Four major themes (Patricia Hill Collins)

 

  1. Black women “empower themselves” to create and establish positive representations of Black women; exercise “epistemic agency in the face of epistemic oppression.”

  2. Deconstruction of “domination in terms of race, class, and gender oppression,” intersectionality is key.

  3. Praxis: intellectual thought and political activism; “you empower yourself when your particular freedom struggle is part of a broader social justice project.”

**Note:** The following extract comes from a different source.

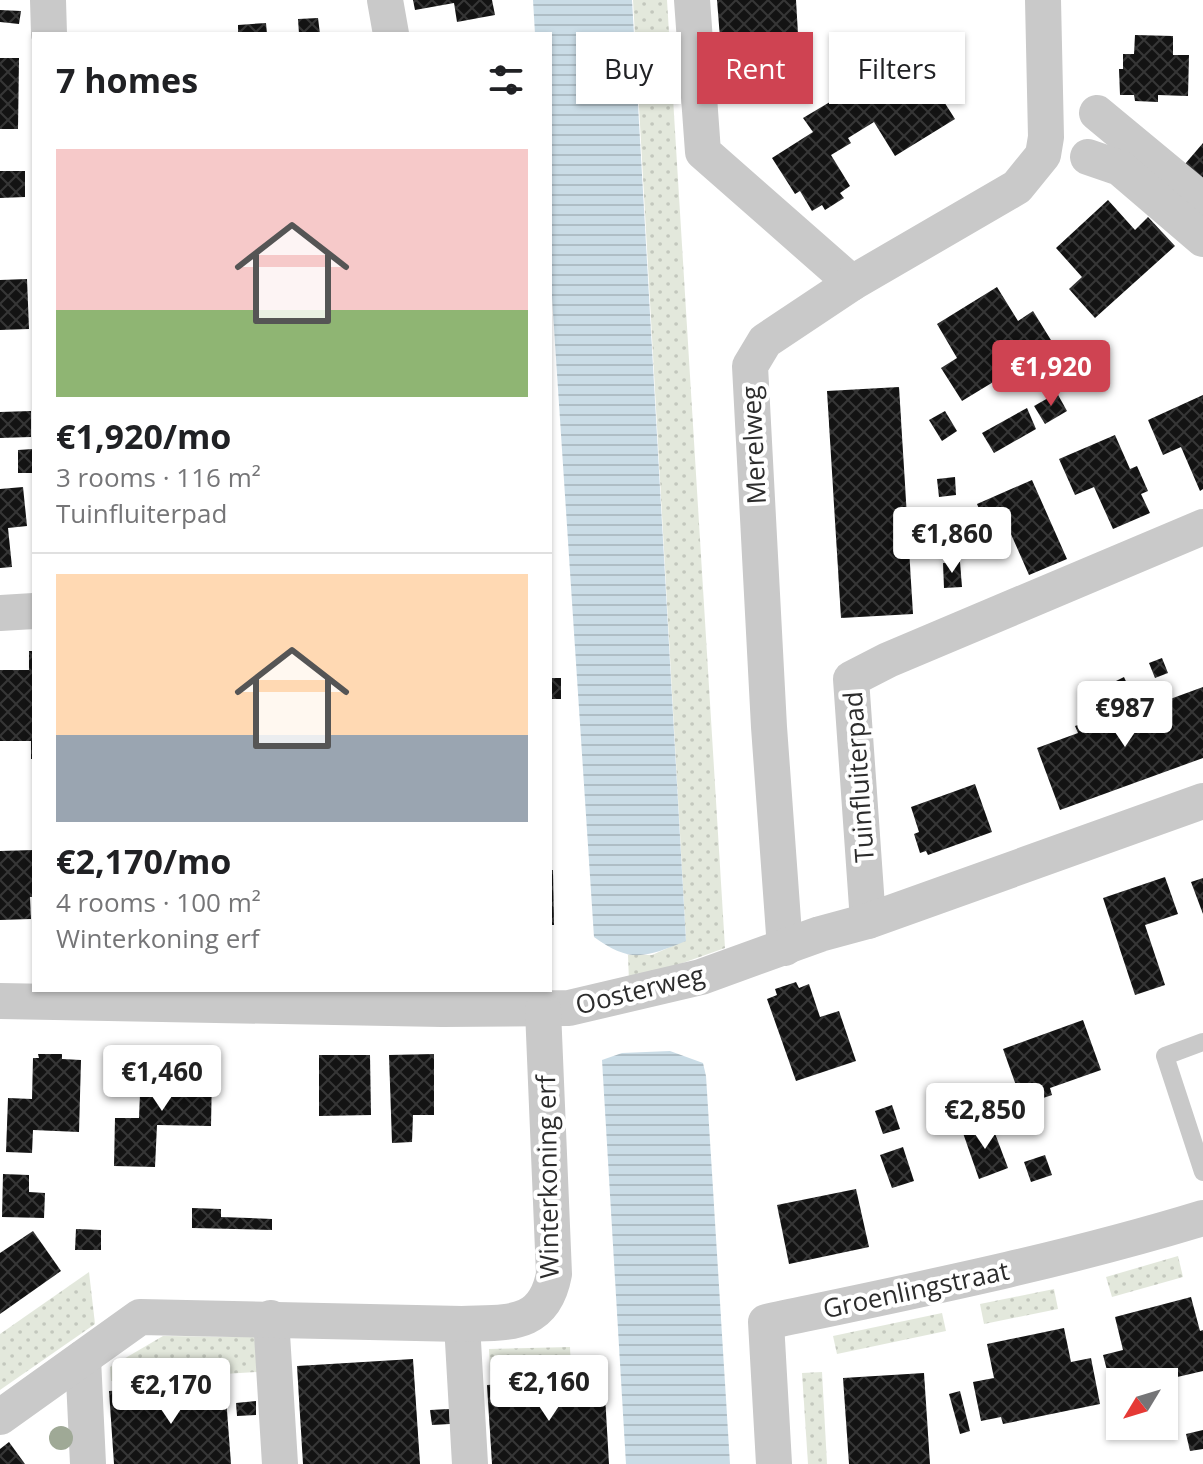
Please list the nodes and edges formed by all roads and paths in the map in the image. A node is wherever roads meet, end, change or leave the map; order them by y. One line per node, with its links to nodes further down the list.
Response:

  4. Black women have a “distinct cultural heritage that gives them the energy and skills to resist and transform daily discrimination.”

 

 

Black Canadian Feminist Thought (Njoki Nathani Wane)

 

  • Geographic spaces provide historical and cultural “anchors” and that one’s Black identity is “embedded in the person and how racism, sexism, homophobia and classism are experienced.”

  • Black Canadian Feminist Thought is rooted in historical context; lived and shared experience; and the heterogeneity of Black people in Canada.

    • “The complexity of this phenomenon is the heterogeneity of these voices that resonate their diasporic origin.”

    • “Blackness should therefore not be collapsed into ‘race.,’ but should be examined in relation to Black people’s indigenous knowledge, philosophies and epistemologies.”

  • A theory that is based on deconstructing colonial ways of knowing.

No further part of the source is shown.